Kita perhatikan ayat 102:
يَاأَيُّهَا
الَّذِينَ ءَامَنُوا اتَّقُوا اللهَ حَقَّ تُقَاتِهِ وَلا تَمُوتُنَّ إلاَّ
وَأَنْتُمْ مُسْلِمُون
“Wahai orang yang beriman!
Bertakwalah kamu kepada Allah dengan sebenar-benarnya takwa. Janganlah kamu
mati kecuali sebagai muslim”.
Ayat ini memanggil kita
agar berusaha manggapai takwa yang hakiki dan melarang mati kecuali dalam
keadaan muslim. Dengan demkian berdasar ayat ini langkah pertama menuju
al-falah ialah اتَّقُوا اللهَ حَقَّ تُقَاتِهِ
Takwa ialah menjaga diri
dari hal-hal yang merugikan kehidupan duniawi maupun ukhrawi. Menjaga diri dari
kerugian duniawi, dengan cara hidup sesuai sunnatullah yang tersurat dan
tersirat dalam kejadian alam. Sedangkan menjaga diri dari kerugian ukhrawi
caranya adalah hidup sesuai dengan syari’ah Allah, baik al-Qur’an maupun
as-Sunnah. Oleh karena itu takwa dari sudut ini mengandung arti imtitsalul-awamir
wajtinabun-Nawahi / امت ثلل اومر
وجتنبن نوح Disiplin mentaati aturan Allah dan menjauhi larangan-Nya.
Melanggar sunnatullah,
berakibat penderitaan di dunia. Sedangkan melanggar syari’ah Allah akan
menjerumuskan penderitaan di akhirat. Bila melanggar kedua-duanya, bakal
menjerumuskan penderitaan dunia akhirat. Orang yang ingin bahagia dunia
akhirat, harus disiplin mentaati syari’ah Allah SWT, dan mengikuti sunnatullah.

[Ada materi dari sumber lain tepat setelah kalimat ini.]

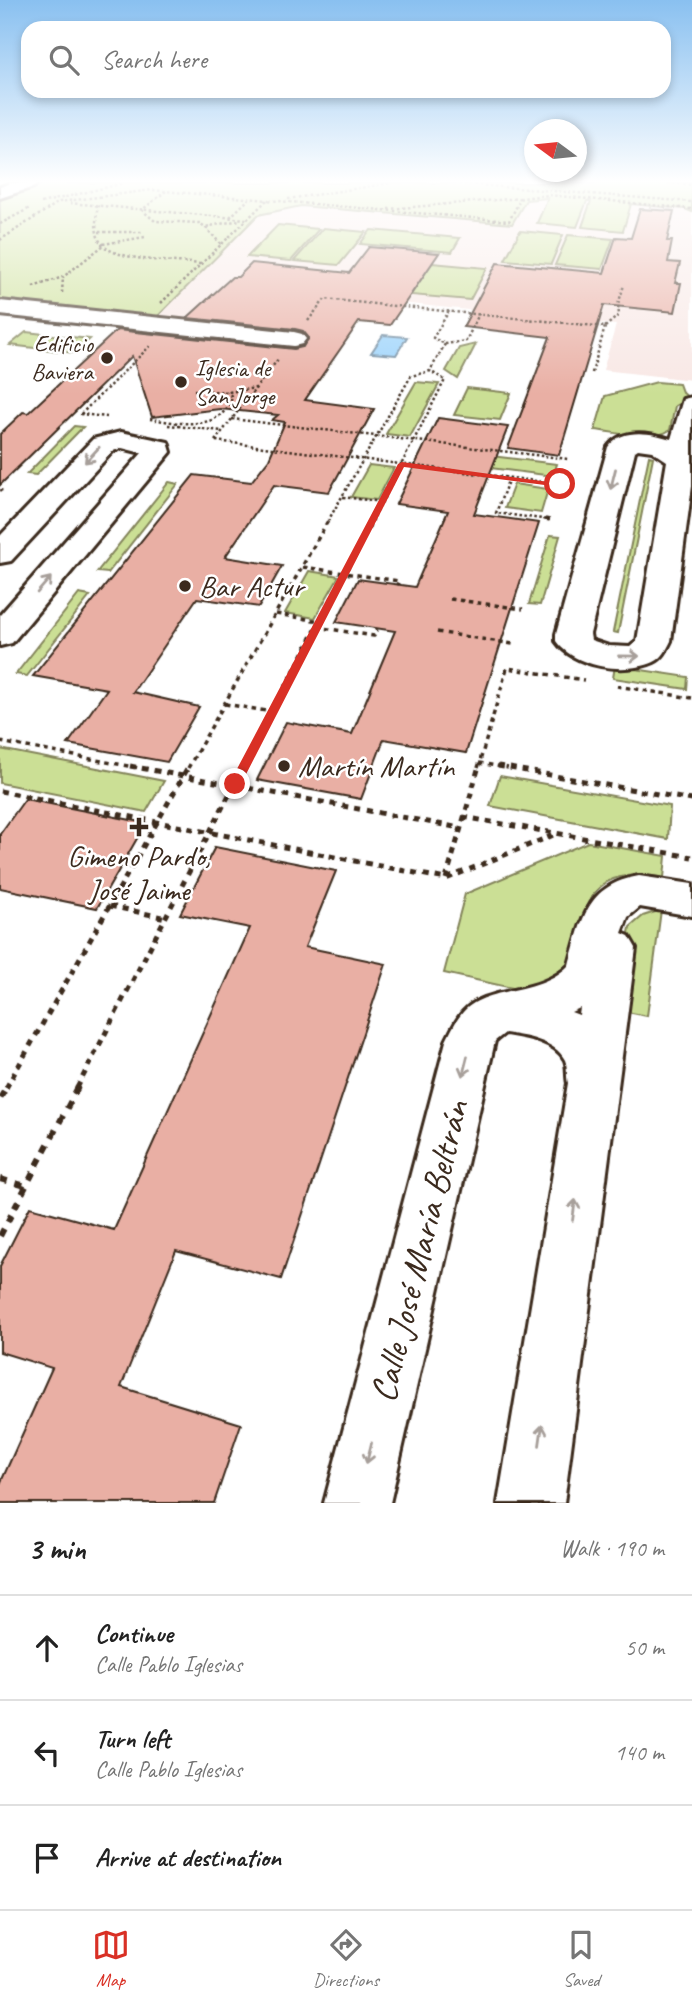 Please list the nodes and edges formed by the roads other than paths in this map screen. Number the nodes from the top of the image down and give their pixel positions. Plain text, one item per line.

Syari’ah dan sunnatullah itulah pedoman dan aturan hidup kita, yang menjamin bahagia
sepanjang masa.
Langkah yang kedua adalah وَلا تَمُوتُنَّ إلاَّ وَأَنْتُمْ مُسْلِمُونَ Jangan mati kecuali sebagai
muslim.
Larangan mati kecuali dalam
Islam, mengandung arti perintah mempertahankan Dien Islam sampai mati. Kita
muslimin yang ingin meraih kemenangan tidak rela mati kecuali karena membela
Dien Islam. Harta, tenaga, maupun fasilitas apapun tidak akan dikorbankan,
kalau bukan untuk Dien Islam. Kita sebagai muslim, rela berkorban, tapi tidak
akan rela jadi korban. Pengorbanan kita hanya untuk Dien Islam. Kita
berekonomi, demi Islam. Berbudaya demi Islam. Berorganisasi demi membela Dien
Islam. Berpolitik bahkan bernegara pun hanya untuk Islam. Dalam kehidupan
berpolitik, tidak pernah ada kawan yang abadi, dan tidak pernah ada lawan yang
abadi. Yang ada hanya kepentingan yang abadi. Kita sebagai muslim, kepentingan
yang abadi adalah Islam. Yang kita bela adalah yang benar menurut Islam. Bukan
yang benar menurut ormas, bukan menurut jam’iyah, bukan menurut kelompok atau
golongan. Oleh karena itu, seorang muslim, tidak ada istilah membela
mati-matian untuk kepentingan tokoh, kepentingan organisasi atau jam’iah. Yang
dibela mati-matian kita hanya Islam.
Inilah prinsip hidup وَلا تَمُوتُنَّ
إلاَّ وَأَنْتُمْ مُسْلِمُونَ
Langkah ketiga tersirat
pada firman Allah SWT وَاعتَصِمُوْا
بحبل الله جَمِيْعَا Berpegang teguh pada hablillah.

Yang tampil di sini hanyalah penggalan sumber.